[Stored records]
* * *
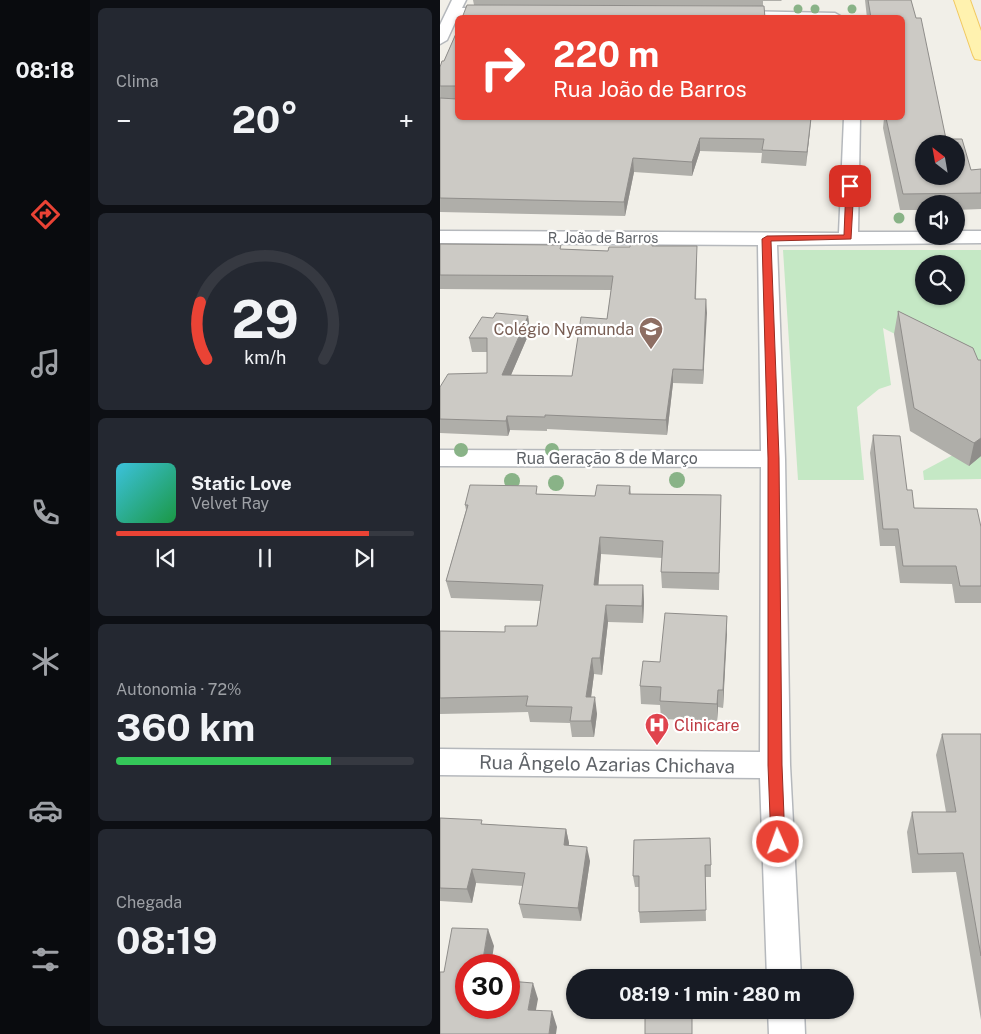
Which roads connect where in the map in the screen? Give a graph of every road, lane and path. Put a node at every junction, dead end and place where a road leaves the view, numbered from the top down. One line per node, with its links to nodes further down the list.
1 (833, 0): 5 (street)
2 (962, 0): 7 (main road)
3 (456, 6): 4 (street); 6 (street)
4 (512, 13)
5 (835, 15)
6 (440, 40)
7 (981, 55)
8 (852, 120): 11 (street)
9 (440, 237): 12 (street, R. João de Barros)
10 (981, 237): 11 (street, R. João de Barros)
11 (848, 238): 12 (street, R. João de Barros)
12 (767, 239): 14 (street)
13 (440, 458): 14 (street, Rua Geração 8 de Março)
14 (773, 458): 16 (street)
15 (440, 762): 16 (street, Rua Ângelo Azarias Chichava)
16 (775, 765): 17 (street)
17 (784, 969)
18 (786, 1019): 19 (street)
19 (787, 1034)

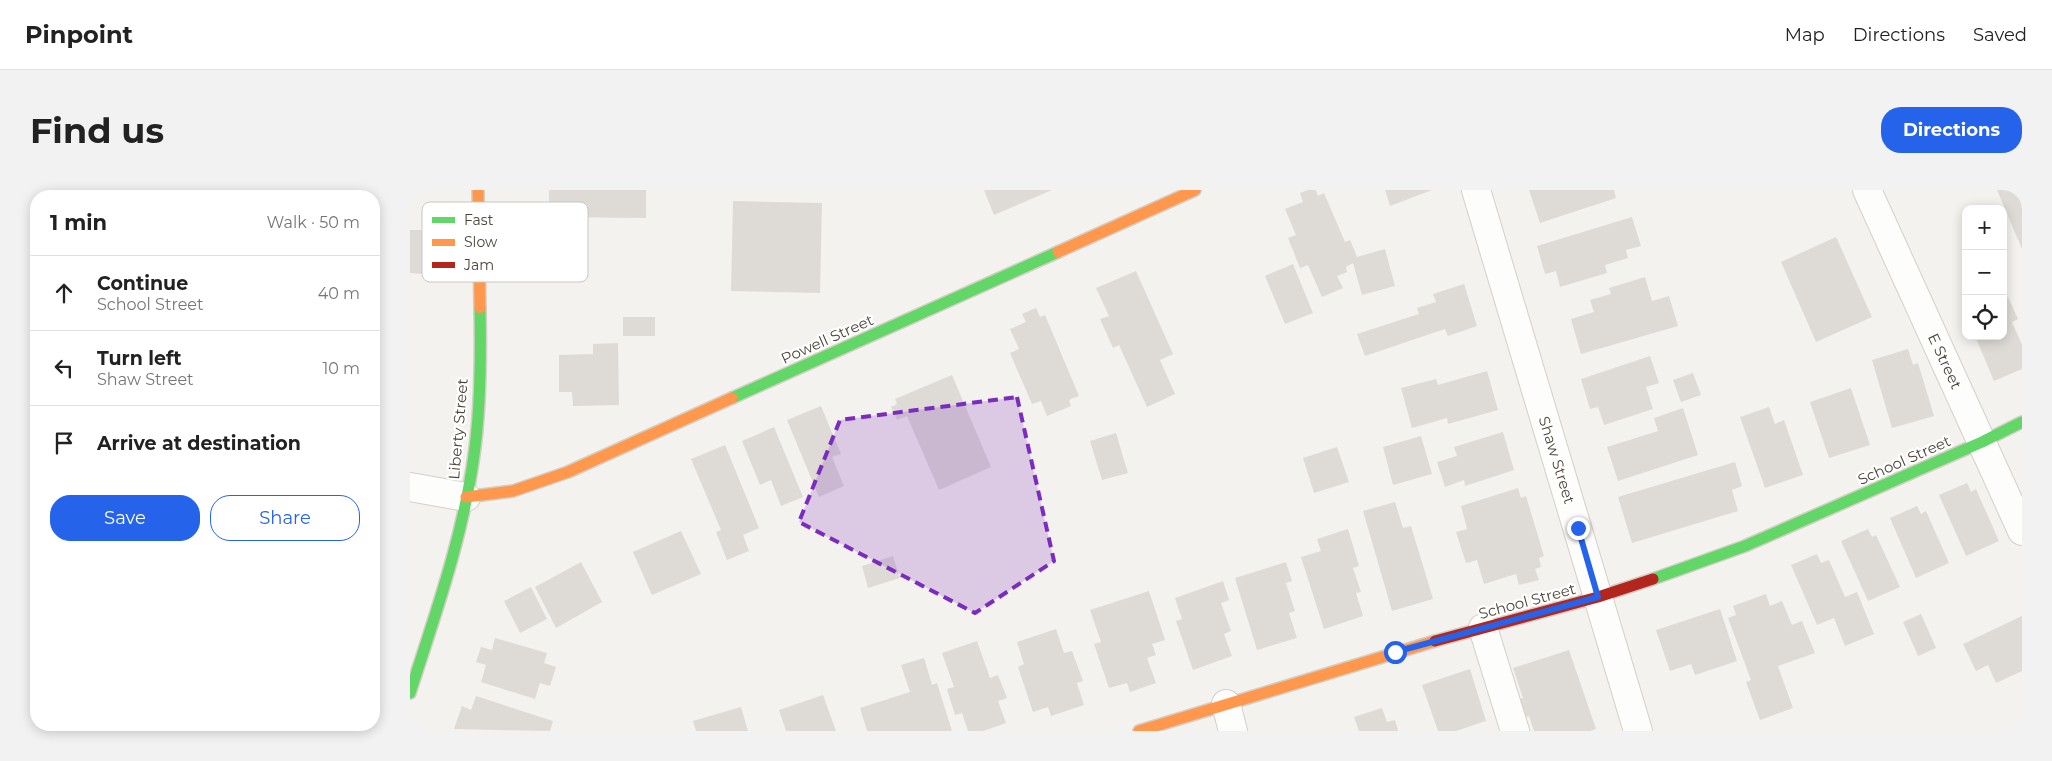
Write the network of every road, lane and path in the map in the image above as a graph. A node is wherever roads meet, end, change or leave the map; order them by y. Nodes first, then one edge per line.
1 (1195, 190) edge
2 (1476, 190) edge
3 (1867, 190) edge
4 (478, 282) edge
5 (2022, 422) edge
6 (1982, 442) junction
7 (410, 487) edge
8 (466, 497) junction
9 (2022, 531) edge
10 (1598, 597) junction
11 (1483, 628) junction
12 (410, 693) edge
13 (1226, 704) junction
14 (1139, 731) edge
15 (1233, 731) edge
16 (1516, 731) edge
17 (1638, 731) edge

1 - 8 street, Powell Street
2 - 10 street, Shaw Street
3 - 6 street, E Street
4 - 8 street, Liberty Street
5 - 6 street, School Street
6 - 9 street, E Street
6 - 10 street, School Street
7 - 8 street
8 - 12 street, Liberty Street
10 - 11 street, School Street
10 - 17 street, Shaw Street
11 - 13 street, School Street
11 - 16 street
13 - 14 street, School Street
13 - 15 street

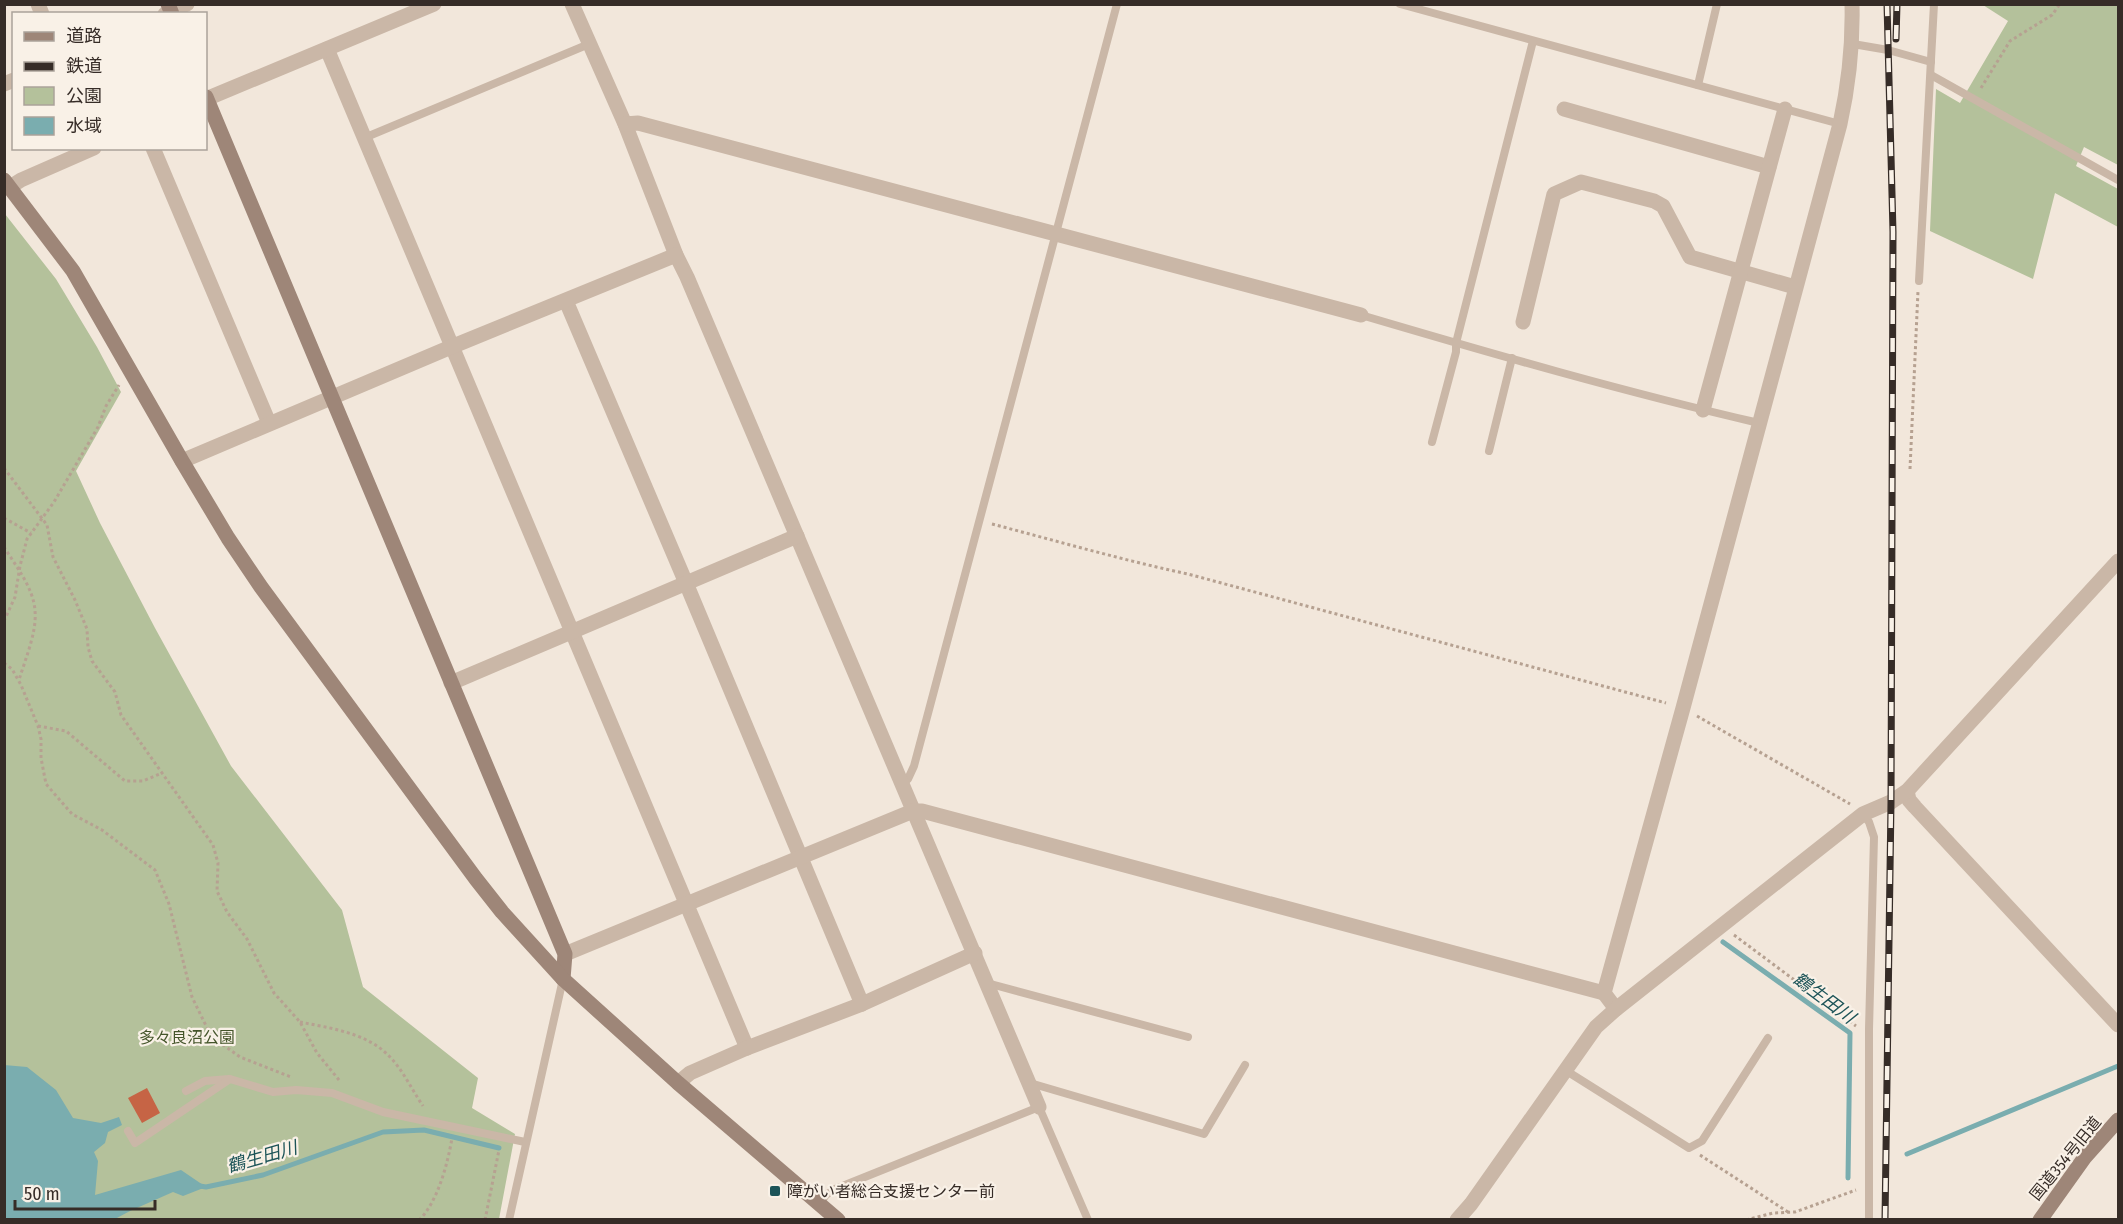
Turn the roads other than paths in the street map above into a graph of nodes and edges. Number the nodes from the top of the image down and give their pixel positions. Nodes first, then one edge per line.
1 (187, 4) edge
2 (434, 4) edge
3 (572, 4) edge
4 (1118, 4) edge
5 (1400, 4) edge
6 (1717, 4) edge
7 (1852, 4) edge
8 (1934, 4) edge
9 (169, 11) edge
10 (1533, 41) junction
11 (590, 44) junction
12 (1853, 44) junction
13 (327, 49) junction
14 (1931, 62) junction
15 (1931, 75) junction
16 (1698, 85) junction
17 (207, 98) edge
18 (207, 100) edge
19 (1564, 109) dead end
20 (1785, 109) junction
21 (625, 124) junction
22 (1840, 124) junction
23 (364, 138) junction
24 (89, 150) edge
25 (154, 150) edge
26 (1769, 167) junction
27 (2118, 180) edge
28 (7, 184) edge
29 (1055, 236) junction
30 (676, 255) junction
31 (1741, 272) junction
32 (1919, 281) road end
33 (1795, 287) junction
34 (566, 301) junction
35 (1361, 315) joint
36 (1523, 322) dead end
37 (1456, 343) junction
38 (451, 347) junction
39 (1512, 358) junction
40 (331, 398) junction
41 (1703, 410) junction
42 (269, 423) junction
43 (1759, 423) junction
44 (1431, 442) dead end
45 (1489, 451) dead end
46 (182, 461) junction
47 (797, 536) junction
48 (2118, 561) edge
49 (687, 583) junction
50 (573, 631) junction
51 (451, 683) junction
52 (902, 786) junction
53 (1907, 791) junction
54 (913, 811) junction
55 (1863, 814) junction
56 (801, 857) junction
57 (686, 904) junction
58 (975, 953) junction
59 (565, 954) junction
60 (563, 979) junction
61 (987, 983) junction
62 (1604, 993) junction
63 (862, 1004) junction
64 (1616, 1010) junction
65 (2118, 1025) edge
66 (1188, 1037) dead end
67 (1768, 1038) dead end
68 (747, 1048) junction
69 (1245, 1065) dead end
70 (1564, 1070) junction
71 (230, 1079) junction
72 (678, 1083) junction
73 (1029, 1083) junction
74 (186, 1091) dead end
75 (1039, 1107) junction
76 (2118, 1120) edge
77 (128, 1131) dead end
78 (525, 1142) junction
79 (819, 1204) junction
80 (509, 1220) edge
81 (838, 1220) edge
82 (1088, 1220) edge
83 (1457, 1220) edge
84 (1869, 1220) edge
85 (2040, 1220) edge

1 - 9 street
2 - 13 street
3 - 11 street
4 - 29 lane
5 - 10 lane
6 - 16 lane
7 - 12 street
8 - 14 lane
10 - 16 lane
10 - 37 lane
11 - 21 street
11 - 23 lane
12 - 14 lane
12 - 22 street
13 - 17 street
13 - 23 street
14 - 15 lane
15 - 27 lane
15 - 32 lane
16 - 20 lane
18 - 40 street
19 - 26 street
20 - 22 lane
20 - 26 street
21 - 29 street
21 - 30 street
22 - 33 street
23 - 38 street
24 - 28 street
25 - 42 street
26 - 31 street
28 - 46 street
29 - 35 street
29 - 52 lane
30 - 34 street
30 - 47 street
31 - 33 street
31 - 36 street
31 - 41 street
33 - 43 street
34 - 38 street
34 - 49 street
35 - 37 lane
37 - 39 lane
37 - 44 lane
38 - 40 street
38 - 50 street
39 - 41 lane
39 - 45 lane
40 - 42 street
40 - 51 street
41 - 43 lane
42 - 46 street
43 - 62 street
46 - 60 street
47 - 49 street
47 - 52 street
48 - 53 street
49 - 50 street
49 - 56 street
50 - 51 street
50 - 57 street
51 - 59 street
52 - 54 street
53 - 55 street
53 - 65 street
54 - 56 street
54 - 58 street
54 - 62 street
55 - 64 street
55 - 84 lane
56 - 57 street
56 - 63 street
57 - 59 street
57 - 68 street
58 - 61 street
58 - 63 street
59 - 60 street
60 - 72 street
60 - 78 lane
61 - 66 lane
61 - 73 street
62 - 64 street
63 - 68 street
64 - 70 street
67 - 70 lane
68 - 72 street
69 - 73 lane
70 - 83 street
71 - 74 lane
71 - 77 lane
71 - 78 lane
72 - 79 street
73 - 75 street
75 - 79 lane
75 - 82 lane
76 - 85 street, 国道354号旧道
78 - 80 lane
79 - 81 street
* * *
*What you are asked to do:* Would you repeat the entries exactly, but with no pictures?

*Answer to this task:*
Which roads connect where in the map in the screen? Give a graph of every road, lane and path. Put a node at every junction, dead end and place where a road leaves the view, numbered from the top down. One line per node, with its links to nodes further down the list.
1 (833, 0): 5 (street)
2 (962, 0): 7 (main road)
3 (456, 6): 4 (street); 6 (street)
4 (512, 13)
5 (835, 15)
6 (440, 40)
7 (981, 55)
8 (852, 120): 11 (street)
9 (440, 237): 12 (street, R. João de Barros)
10 (981, 237): 11 (street, R. João de Barros)
11 (848, 238): 12 (street, R. João de Barros)
12 (767, 239): 14 (street)
13 (440, 458): 14 (street, Rua Geração 8 de Março)
14 (773, 458): 16 (street)
15 (440, 762): 16 (street, Rua Ângelo Azarias Chichava)
16 (775, 765): 17 (street)
17 (784, 969)
18 (786, 1019): 19 (street)
19 (787, 1034)

Write the network of every road, lane and path in the map in the image above as a graph. A node is wherever roads meet, end, change or leave the map; order them by y. Nodes first, then one edge per line.
1 (1195, 190) edge
2 (1476, 190) edge
3 (1867, 190) edge
4 (478, 282) edge
5 (2022, 422) edge
6 (1982, 442) junction
7 (410, 487) edge
8 (466, 497) junction
9 (2022, 531) edge
10 (1598, 597) junction
11 (1483, 628) junction
12 (410, 693) edge
13 (1226, 704) junction
14 (1139, 731) edge
15 (1233, 731) edge
16 (1516, 731) edge
17 (1638, 731) edge

1 - 8 street, Powell Street
2 - 10 street, Shaw Street
3 - 6 street, E Street
4 - 8 street, Liberty Street
5 - 6 street, School Street
6 - 9 street, E Street
6 - 10 street, School Street
7 - 8 street
8 - 12 street, Liberty Street
10 - 11 street, School Street
10 - 17 street, Shaw Street
11 - 13 street, School Street
11 - 16 street
13 - 14 street, School Street
13 - 15 street

Turn the roads other than paths in the street map above into a graph of nodes and edges. Number the nodes from the top of the image down and give their pixel positions. Nodes first, then one edge per line.
1 (187, 4) edge
2 (434, 4) edge
3 (572, 4) edge
4 (1118, 4) edge
5 (1400, 4) edge
6 (1717, 4) edge
7 (1852, 4) edge
8 (1934, 4) edge
9 (169, 11) edge
10 (1533, 41) junction
11 (590, 44) junction
12 (1853, 44) junction
13 (327, 49) junction
14 (1931, 62) junction
15 (1931, 75) junction
16 (1698, 85) junction
17 (207, 98) edge
18 (207, 100) edge
19 (1564, 109) dead end
20 (1785, 109) junction
21 (625, 124) junction
22 (1840, 124) junction
23 (364, 138) junction
24 (89, 150) edge
25 (154, 150) edge
26 (1769, 167) junction
27 (2118, 180) edge
28 (7, 184) edge
29 (1055, 236) junction
30 (676, 255) junction
31 (1741, 272) junction
32 (1919, 281) road end
33 (1795, 287) junction
34 (566, 301) junction
35 (1361, 315) joint
36 (1523, 322) dead end
37 (1456, 343) junction
38 (451, 347) junction
39 (1512, 358) junction
40 (331, 398) junction
41 (1703, 410) junction
42 (269, 423) junction
43 (1759, 423) junction
44 (1431, 442) dead end
45 (1489, 451) dead end
46 (182, 461) junction
47 (797, 536) junction
48 (2118, 561) edge
49 (687, 583) junction
50 (573, 631) junction
51 (451, 683) junction
52 (902, 786) junction
53 (1907, 791) junction
54 (913, 811) junction
55 (1863, 814) junction
56 (801, 857) junction
57 (686, 904) junction
58 (975, 953) junction
59 (565, 954) junction
60 (563, 979) junction
61 (987, 983) junction
62 (1604, 993) junction
63 (862, 1004) junction
64 (1616, 1010) junction
65 (2118, 1025) edge
66 (1188, 1037) dead end
67 (1768, 1038) dead end
68 (747, 1048) junction
69 (1245, 1065) dead end
70 (1564, 1070) junction
71 (230, 1079) junction
72 (678, 1083) junction
73 (1029, 1083) junction
74 (186, 1091) dead end
75 (1039, 1107) junction
76 (2118, 1120) edge
77 (128, 1131) dead end
78 (525, 1142) junction
79 (819, 1204) junction
80 (509, 1220) edge
81 (838, 1220) edge
82 (1088, 1220) edge
83 (1457, 1220) edge
84 (1869, 1220) edge
85 (2040, 1220) edge

1 - 9 street
2 - 13 street
3 - 11 street
4 - 29 lane
5 - 10 lane
6 - 16 lane
7 - 12 street
8 - 14 lane
10 - 16 lane
10 - 37 lane
11 - 21 street
11 - 23 lane
12 - 14 lane
12 - 22 street
13 - 17 street
13 - 23 street
14 - 15 lane
15 - 27 lane
15 - 32 lane
16 - 20 lane
18 - 40 street
19 - 26 street
20 - 22 lane
20 - 26 street
21 - 29 street
21 - 30 street
22 - 33 street
23 - 38 street
24 - 28 street
25 - 42 street
26 - 31 street
28 - 46 street
29 - 35 street
29 - 52 lane
30 - 34 street
30 - 47 street
31 - 33 street
31 - 36 street
31 - 41 street
33 - 43 street
34 - 38 street
34 - 49 street
35 - 37 lane
37 - 39 lane
37 - 44 lane
38 - 40 street
38 - 50 street
39 - 41 lane
39 - 45 lane
40 - 42 street
40 - 51 street
41 - 43 lane
42 - 46 street
43 - 62 street
46 - 60 street
47 - 49 street
47 - 52 street
48 - 53 street
49 - 50 street
49 - 56 street
50 - 51 street
50 - 57 street
51 - 59 street
52 - 54 street
53 - 55 street
53 - 65 street
54 - 56 street
54 - 58 street
54 - 62 street
55 - 64 street
55 - 84 lane
56 - 57 street
56 - 63 street
57 - 59 street
57 - 68 street
58 - 61 street
58 - 63 street
59 - 60 street
60 - 72 street
60 - 78 lane
61 - 66 lane
61 - 73 street
62 - 64 street
63 - 68 street
64 - 70 street
67 - 70 lane
68 - 72 street
69 - 73 lane
70 - 83 street
71 - 74 lane
71 - 77 lane
71 - 78 lane
72 - 79 street
73 - 75 street
75 - 79 lane
75 - 82 lane
76 - 85 street, 国道354号旧道
78 - 80 lane
79 - 81 street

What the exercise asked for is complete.